The Raccelerate Achievement Portfolio (RAP) is an instrument that schools utilize as they implement the process that promotes positive racial teacher student classroom relationships. This instrument helps school to continue their Classroom Racism Crisis Management strategies. Along with the RAP Assessment Rubric the school becomes totally able to develop a portfolio for responding to any future allegations of racism. The RAP has six pillars.
1. The Pillar of Teacher Discrimination
Teachers discriminate against students by stereotyping according to ethnicity. It has been reported that teachers form negative, inaccurate, and inflexible expectations based on such attributes as the race and perceived social class of their pupils. White teachers may have difficulty in understanding minorities due to the teachers’ rejection of the students’ lifestyles. Teachers are more likely to have negative academic and behavioral expectations regarding Black students compared to expectations of White students. European Americans have favorable attitudes toward Mexican Americans compared to Blacks and are more likely to accept Mexican Americans compared to Blacks due to Mexican Americans having a closer skin color to European Americans.
2. The Pillar of Student Beliefs
When incorporating students into a marginalized society by slavery, conquest, and colonization, students believe school is detrimental to their identity. Indians, Mexican Americans, Puerto Ricans, and Blacks share the same experience of having been brought into the United States society against their will and then relegated to an inferior status. Blacks, Mexicans, and Puerto Ricans are not willing to perform well in school due to difficulty with crossing cultural lines.
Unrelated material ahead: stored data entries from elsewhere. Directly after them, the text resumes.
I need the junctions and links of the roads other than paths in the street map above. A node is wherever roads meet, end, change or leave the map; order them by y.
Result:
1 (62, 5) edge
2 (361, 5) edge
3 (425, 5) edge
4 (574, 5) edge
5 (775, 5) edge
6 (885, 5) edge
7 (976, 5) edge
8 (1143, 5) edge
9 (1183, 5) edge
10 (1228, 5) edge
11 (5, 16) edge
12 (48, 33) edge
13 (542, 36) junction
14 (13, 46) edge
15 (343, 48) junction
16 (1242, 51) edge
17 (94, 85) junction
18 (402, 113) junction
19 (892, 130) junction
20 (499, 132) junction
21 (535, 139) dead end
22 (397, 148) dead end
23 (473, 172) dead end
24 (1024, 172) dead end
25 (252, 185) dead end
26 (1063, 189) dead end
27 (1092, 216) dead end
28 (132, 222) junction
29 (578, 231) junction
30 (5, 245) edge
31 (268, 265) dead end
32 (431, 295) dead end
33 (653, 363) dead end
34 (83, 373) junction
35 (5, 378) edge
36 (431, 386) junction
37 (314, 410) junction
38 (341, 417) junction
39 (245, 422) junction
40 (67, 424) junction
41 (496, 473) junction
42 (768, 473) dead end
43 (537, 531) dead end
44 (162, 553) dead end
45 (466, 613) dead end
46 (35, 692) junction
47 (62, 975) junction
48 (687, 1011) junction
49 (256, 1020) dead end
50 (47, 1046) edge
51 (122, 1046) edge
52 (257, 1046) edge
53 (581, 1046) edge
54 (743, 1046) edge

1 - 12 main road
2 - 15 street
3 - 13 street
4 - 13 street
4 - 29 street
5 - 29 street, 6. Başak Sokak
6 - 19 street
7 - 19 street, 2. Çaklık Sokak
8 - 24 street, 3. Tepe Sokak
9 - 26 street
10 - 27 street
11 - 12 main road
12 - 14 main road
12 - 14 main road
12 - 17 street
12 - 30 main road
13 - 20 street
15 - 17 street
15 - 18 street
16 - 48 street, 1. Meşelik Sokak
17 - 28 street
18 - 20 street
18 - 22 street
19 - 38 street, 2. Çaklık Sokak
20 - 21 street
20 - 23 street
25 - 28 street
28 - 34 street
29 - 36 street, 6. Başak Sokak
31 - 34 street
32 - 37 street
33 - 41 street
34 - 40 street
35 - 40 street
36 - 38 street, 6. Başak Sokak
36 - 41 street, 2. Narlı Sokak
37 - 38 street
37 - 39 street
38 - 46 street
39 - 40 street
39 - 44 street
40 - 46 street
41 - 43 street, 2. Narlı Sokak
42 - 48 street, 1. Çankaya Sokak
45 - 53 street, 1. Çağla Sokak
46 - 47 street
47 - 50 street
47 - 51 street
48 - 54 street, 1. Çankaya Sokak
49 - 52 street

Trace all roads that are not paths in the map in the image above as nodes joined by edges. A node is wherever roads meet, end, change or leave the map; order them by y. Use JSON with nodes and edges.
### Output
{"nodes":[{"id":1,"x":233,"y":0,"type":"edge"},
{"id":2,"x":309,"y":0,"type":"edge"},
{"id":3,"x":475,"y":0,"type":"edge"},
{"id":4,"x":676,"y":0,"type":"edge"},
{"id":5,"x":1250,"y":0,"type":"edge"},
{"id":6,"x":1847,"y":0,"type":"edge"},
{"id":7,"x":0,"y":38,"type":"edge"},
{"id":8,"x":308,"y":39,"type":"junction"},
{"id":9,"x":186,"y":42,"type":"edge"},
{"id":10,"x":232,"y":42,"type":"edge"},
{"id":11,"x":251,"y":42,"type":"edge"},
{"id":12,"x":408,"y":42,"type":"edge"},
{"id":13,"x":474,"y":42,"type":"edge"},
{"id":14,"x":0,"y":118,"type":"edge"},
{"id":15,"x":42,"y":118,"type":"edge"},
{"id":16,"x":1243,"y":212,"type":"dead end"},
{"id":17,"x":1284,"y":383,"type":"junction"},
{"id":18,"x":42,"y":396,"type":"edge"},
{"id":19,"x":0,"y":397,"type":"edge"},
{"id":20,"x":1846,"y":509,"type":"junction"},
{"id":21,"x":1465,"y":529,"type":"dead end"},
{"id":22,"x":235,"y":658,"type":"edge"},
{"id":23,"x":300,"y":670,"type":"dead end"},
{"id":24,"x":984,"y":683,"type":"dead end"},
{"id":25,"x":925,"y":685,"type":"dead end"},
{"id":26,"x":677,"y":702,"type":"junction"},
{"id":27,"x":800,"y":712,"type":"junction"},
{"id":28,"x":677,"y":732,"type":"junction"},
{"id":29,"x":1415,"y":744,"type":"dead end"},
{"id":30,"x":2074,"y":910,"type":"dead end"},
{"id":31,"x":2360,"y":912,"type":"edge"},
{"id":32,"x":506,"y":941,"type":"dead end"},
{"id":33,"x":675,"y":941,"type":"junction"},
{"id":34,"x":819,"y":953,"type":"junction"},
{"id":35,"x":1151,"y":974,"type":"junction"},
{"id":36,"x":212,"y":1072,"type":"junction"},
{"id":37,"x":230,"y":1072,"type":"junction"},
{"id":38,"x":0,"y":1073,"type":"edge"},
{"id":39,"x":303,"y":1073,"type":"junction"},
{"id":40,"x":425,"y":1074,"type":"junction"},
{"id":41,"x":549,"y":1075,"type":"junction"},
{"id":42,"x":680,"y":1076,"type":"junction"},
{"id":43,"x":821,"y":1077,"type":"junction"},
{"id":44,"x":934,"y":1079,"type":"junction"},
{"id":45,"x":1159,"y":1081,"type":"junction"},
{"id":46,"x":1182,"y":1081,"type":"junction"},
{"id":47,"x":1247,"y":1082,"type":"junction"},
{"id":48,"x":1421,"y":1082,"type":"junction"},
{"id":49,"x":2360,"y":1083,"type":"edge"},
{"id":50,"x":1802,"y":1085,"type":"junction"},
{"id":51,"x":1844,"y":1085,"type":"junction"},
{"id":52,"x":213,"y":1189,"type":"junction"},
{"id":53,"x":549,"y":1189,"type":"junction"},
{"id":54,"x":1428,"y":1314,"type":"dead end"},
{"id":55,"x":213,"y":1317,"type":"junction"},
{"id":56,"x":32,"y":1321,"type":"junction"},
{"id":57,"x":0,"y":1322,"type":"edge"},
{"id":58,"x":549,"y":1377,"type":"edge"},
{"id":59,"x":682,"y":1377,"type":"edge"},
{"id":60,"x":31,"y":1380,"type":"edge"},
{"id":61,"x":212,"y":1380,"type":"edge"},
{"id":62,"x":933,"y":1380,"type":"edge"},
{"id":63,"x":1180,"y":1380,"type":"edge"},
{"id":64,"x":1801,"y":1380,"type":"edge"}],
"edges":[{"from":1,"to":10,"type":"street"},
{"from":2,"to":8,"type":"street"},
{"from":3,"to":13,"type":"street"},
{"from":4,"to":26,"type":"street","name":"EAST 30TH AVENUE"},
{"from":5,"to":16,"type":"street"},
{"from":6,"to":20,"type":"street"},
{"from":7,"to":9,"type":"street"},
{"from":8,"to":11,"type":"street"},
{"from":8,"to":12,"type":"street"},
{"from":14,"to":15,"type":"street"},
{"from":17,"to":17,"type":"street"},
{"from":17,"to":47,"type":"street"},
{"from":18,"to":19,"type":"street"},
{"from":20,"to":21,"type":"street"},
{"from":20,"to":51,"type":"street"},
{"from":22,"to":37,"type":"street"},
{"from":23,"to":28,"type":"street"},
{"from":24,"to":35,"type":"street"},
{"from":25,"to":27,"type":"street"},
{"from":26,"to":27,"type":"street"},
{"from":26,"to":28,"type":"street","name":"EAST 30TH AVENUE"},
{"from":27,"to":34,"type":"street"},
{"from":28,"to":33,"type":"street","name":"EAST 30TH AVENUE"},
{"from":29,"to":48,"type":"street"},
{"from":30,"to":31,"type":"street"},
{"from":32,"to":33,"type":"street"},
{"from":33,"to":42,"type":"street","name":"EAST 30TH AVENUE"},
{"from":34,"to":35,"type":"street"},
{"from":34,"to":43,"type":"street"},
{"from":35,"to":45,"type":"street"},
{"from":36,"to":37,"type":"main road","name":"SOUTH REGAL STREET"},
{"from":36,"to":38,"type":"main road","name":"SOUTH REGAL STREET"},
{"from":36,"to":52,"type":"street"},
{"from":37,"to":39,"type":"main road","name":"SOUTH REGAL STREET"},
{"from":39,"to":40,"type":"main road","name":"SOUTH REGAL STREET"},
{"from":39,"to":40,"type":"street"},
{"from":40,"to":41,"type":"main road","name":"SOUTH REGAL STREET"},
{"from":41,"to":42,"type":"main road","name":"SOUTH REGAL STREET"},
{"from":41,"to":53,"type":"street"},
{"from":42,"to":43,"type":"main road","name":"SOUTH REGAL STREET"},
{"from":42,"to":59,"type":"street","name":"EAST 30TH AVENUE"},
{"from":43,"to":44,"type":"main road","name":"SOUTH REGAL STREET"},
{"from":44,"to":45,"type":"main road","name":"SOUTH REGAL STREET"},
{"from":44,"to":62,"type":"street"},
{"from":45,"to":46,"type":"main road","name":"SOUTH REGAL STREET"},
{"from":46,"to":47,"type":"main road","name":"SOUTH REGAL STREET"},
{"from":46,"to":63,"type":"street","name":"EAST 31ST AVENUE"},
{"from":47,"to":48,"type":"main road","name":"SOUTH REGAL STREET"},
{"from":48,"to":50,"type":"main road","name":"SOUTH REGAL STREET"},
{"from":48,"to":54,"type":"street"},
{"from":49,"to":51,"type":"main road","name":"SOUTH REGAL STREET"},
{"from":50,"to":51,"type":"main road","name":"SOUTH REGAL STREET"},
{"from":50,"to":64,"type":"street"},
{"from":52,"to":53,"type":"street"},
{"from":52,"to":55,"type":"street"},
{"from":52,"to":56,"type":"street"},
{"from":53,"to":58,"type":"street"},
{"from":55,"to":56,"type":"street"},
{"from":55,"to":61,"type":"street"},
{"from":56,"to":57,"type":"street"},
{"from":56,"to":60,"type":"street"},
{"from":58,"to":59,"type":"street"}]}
3. The Pillar of School-Student Racial Disparity
The cultural mismatch between students and school is the reason for student academic failure. The attempt at minority student Americanization that involves fixing culturally flawed children by changing their values and language has failed at increasing minority student achievement. The main reason for low minority student achievement in the United States is racism creates a poverty cycle that minority students are unable to break. Student academic achievement decreases when the difference between the student’s culture and the school culture increases and the classroom environment does not value the student’s home culture. When an educational cultural match is not possible, there must be at least respect and value of the culture that children bring with them.
4. The Pillar of Discrimination in the Classroom
Discrimination against marginalized students is a persistent problem in classrooms throughout the United States. It has been determined that race has a major effect upon the teaching process and classroom situation. Classroom interaction studies have found teachers discriminate against students who are not White, male, and middle class. It is thought that White teachers create classroom problems when they interpret culture as a limitation to student progress. When teachers refuse to customize their instruction to fit student cultural and learning style needs the result can develop a classroom environment that is diametrically opposed to the students.
5. The Pillars of Teacher-Student Verbal Behaviors
Education is a communication process that is not limited to transmitting knowledge but also involves interpersonal communication behaviors that are the major aspects of interpersonal relationships, which are critical in all learning situations. The teaching-learning process is essentially a communication event that includes verbal communication. Teachers and students are verbal message senders and receivers. Developing respectful relationships with students requires considerable knowledge of their verbal communication styles.
6. The Pillars of Teacher-Student Non-verbal Behaviors
Nonverbal communication contributes significantly to communicative interpersonal interactions when compared to verbal communication. Nonverbal communication has greater significance than verbal communication that results from nonverbal communication, having a greater impact (a) in determining interpersonal context meaning, (b) when accurately determining feelings and emotions, (c) when revealing meanings and intentions that are deception and distortion free, (d) when attaining high-quality communications that represent a much more effective communication medium, and (e) represent a more suitable means of communication when compared to verbal communication.